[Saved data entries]
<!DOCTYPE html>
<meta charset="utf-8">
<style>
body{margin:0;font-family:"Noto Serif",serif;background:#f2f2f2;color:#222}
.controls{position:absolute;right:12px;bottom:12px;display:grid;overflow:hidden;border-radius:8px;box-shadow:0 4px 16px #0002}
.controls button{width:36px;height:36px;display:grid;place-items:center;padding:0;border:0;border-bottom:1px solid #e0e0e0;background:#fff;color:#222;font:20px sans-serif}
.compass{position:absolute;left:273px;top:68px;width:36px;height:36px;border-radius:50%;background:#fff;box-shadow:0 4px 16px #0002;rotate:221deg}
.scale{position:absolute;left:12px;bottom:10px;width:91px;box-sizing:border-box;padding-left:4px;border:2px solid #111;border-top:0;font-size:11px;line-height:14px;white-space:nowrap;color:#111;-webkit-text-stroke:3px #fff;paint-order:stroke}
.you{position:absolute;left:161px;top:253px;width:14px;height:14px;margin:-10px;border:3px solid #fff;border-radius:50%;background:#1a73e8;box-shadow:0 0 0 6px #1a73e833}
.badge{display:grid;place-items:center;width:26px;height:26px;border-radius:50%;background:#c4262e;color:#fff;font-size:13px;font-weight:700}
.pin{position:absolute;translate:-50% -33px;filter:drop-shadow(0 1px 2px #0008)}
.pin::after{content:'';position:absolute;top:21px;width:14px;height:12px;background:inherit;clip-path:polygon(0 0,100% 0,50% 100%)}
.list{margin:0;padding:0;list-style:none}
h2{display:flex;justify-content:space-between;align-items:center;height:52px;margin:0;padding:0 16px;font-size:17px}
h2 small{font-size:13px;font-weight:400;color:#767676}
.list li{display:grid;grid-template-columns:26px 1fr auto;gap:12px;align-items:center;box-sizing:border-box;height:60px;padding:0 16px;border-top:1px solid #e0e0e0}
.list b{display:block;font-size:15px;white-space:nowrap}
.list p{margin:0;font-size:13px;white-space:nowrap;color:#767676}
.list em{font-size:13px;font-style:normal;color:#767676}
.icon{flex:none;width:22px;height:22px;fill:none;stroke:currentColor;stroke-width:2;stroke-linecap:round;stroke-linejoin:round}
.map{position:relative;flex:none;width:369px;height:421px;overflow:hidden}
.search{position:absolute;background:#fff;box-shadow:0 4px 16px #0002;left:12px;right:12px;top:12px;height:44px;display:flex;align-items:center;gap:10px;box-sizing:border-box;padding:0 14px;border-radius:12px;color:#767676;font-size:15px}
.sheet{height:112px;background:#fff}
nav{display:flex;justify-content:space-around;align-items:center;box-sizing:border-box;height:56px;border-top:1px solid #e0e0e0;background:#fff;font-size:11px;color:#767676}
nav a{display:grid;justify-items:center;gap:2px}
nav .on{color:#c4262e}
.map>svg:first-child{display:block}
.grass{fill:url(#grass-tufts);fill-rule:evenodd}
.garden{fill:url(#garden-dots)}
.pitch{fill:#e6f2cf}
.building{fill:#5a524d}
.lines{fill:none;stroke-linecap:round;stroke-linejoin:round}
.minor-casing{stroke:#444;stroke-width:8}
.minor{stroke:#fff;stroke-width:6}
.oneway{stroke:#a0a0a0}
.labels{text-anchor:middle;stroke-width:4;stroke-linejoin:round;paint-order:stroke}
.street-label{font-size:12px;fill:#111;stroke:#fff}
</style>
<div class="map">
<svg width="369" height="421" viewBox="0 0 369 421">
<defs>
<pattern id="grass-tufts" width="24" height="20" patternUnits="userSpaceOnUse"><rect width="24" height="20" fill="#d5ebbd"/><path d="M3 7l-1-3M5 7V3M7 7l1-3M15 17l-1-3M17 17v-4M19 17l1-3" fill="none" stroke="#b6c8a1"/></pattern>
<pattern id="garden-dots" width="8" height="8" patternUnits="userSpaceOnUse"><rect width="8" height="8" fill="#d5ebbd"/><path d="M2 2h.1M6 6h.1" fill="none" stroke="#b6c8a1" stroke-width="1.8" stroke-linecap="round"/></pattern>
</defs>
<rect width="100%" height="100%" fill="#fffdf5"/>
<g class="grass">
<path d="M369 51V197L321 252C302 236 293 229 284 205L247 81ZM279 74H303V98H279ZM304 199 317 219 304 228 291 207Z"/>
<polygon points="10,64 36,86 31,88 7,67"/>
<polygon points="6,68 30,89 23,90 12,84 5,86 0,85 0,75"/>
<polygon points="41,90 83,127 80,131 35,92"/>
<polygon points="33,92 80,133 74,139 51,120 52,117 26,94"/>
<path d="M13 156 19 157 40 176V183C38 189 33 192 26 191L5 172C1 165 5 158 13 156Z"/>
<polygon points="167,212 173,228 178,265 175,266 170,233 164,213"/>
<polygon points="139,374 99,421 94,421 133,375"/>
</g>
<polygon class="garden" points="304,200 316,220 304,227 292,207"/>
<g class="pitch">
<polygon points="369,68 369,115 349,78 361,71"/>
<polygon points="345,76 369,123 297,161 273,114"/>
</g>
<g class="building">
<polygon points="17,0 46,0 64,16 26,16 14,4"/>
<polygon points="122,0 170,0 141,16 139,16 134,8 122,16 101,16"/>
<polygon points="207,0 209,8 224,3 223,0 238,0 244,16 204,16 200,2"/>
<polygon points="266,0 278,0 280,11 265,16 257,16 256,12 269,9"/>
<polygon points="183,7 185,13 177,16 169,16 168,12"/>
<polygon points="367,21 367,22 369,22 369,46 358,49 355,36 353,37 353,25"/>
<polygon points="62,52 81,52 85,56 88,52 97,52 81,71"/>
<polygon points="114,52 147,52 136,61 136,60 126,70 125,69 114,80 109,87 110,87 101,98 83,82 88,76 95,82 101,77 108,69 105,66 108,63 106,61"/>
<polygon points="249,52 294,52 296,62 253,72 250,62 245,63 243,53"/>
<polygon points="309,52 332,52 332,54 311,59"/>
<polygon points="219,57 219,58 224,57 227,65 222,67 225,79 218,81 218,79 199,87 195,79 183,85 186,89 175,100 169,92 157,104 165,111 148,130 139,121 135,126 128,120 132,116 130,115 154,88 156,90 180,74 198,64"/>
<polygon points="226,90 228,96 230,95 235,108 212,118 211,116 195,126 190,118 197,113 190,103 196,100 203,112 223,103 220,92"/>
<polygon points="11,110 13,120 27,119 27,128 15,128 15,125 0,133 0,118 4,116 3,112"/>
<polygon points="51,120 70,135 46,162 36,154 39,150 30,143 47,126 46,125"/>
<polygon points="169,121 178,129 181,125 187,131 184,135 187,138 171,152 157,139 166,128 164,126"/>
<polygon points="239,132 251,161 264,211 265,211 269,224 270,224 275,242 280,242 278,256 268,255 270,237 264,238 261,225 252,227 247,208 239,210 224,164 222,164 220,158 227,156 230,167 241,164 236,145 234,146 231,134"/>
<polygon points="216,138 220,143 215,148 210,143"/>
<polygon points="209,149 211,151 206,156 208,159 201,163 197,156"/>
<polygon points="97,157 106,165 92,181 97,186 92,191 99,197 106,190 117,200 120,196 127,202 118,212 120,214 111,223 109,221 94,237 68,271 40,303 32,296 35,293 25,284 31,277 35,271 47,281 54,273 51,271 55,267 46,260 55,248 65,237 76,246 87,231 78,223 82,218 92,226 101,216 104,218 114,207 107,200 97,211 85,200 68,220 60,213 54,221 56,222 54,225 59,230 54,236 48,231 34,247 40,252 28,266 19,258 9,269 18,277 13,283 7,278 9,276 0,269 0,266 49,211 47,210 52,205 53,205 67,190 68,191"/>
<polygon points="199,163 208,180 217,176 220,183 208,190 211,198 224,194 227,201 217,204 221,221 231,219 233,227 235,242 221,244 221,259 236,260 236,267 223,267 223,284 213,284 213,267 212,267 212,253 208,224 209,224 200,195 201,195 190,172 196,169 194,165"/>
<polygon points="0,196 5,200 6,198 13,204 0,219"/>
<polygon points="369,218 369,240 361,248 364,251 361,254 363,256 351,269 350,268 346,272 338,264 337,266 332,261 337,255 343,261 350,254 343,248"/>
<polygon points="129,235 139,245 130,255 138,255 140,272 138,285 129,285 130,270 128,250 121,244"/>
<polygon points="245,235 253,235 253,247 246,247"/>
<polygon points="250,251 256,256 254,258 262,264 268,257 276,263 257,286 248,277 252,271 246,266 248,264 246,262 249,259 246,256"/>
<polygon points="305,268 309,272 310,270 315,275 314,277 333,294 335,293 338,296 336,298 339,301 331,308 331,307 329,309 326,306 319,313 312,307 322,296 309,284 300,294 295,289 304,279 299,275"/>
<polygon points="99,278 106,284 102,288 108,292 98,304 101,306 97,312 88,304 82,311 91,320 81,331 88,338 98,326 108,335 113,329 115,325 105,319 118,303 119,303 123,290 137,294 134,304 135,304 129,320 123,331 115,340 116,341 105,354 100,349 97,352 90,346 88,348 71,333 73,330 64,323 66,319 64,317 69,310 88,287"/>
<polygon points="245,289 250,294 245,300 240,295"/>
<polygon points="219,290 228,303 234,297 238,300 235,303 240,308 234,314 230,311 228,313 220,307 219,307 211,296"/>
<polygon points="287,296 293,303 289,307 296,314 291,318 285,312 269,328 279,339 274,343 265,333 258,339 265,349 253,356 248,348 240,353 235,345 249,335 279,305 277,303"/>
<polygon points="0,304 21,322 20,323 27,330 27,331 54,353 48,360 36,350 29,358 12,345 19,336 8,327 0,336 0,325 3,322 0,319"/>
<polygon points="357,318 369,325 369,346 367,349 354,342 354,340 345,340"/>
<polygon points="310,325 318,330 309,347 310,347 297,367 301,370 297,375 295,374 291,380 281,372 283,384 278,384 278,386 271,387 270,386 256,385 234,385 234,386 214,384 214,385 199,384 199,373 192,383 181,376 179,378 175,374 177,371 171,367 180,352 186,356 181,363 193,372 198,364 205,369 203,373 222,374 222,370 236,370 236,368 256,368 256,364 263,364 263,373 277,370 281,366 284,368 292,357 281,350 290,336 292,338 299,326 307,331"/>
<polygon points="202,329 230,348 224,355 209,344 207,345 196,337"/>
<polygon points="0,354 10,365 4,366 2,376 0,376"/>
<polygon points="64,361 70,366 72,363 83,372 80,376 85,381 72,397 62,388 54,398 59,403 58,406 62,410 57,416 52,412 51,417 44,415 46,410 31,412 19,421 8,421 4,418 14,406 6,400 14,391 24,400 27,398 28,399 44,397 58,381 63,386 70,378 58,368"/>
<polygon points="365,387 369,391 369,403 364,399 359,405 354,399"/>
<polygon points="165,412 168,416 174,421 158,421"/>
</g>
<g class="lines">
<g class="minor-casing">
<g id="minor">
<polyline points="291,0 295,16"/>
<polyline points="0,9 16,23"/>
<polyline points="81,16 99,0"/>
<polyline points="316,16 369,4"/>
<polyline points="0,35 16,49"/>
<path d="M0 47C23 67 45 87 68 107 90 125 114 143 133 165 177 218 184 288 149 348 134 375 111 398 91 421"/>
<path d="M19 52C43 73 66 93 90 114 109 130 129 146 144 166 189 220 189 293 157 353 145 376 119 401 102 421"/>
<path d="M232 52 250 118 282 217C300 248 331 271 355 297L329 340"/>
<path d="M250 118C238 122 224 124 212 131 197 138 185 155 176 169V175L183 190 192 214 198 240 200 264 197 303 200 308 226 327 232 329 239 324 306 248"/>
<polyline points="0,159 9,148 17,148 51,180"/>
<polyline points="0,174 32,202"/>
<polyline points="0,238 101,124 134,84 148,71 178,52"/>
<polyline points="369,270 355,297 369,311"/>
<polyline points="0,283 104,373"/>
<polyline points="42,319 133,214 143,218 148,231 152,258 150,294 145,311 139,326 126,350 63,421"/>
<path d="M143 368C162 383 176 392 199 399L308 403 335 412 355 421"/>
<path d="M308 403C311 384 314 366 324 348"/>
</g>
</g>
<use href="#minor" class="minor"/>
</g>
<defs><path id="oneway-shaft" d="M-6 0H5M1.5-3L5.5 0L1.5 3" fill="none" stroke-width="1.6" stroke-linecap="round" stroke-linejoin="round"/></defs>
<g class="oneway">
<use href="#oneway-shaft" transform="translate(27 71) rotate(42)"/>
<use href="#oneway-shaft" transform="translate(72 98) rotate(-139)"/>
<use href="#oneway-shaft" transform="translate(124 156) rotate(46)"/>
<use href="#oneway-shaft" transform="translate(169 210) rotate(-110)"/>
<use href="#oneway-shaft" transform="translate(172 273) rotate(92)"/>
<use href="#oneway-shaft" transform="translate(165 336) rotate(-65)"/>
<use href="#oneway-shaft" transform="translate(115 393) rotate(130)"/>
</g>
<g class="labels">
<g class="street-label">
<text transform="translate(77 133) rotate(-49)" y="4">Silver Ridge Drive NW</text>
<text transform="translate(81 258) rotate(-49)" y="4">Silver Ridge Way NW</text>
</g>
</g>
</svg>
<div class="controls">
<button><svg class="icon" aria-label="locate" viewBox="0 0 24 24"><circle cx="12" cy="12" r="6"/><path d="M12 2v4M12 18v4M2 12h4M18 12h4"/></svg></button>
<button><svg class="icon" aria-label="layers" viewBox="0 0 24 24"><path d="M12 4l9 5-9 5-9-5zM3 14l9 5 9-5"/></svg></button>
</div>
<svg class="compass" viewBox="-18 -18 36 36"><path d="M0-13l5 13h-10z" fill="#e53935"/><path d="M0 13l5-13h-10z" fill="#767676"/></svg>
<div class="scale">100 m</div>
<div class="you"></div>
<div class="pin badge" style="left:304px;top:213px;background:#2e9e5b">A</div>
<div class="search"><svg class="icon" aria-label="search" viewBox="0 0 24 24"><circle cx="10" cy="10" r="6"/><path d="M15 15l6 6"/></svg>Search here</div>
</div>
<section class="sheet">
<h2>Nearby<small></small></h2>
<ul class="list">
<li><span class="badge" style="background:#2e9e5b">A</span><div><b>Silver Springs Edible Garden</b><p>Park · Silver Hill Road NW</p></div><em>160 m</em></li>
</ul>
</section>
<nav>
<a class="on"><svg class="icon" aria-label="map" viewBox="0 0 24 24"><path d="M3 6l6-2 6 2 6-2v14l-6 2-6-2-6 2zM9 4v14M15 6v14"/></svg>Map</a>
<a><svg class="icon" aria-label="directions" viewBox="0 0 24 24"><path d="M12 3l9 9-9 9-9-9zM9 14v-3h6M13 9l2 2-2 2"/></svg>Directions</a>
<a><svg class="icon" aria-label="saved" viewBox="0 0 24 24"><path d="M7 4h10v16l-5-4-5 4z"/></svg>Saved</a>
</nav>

* Assignment:
Looking at the entries, work out how many lines include the word "place" and give the number by itself.

* Exercise answer:
2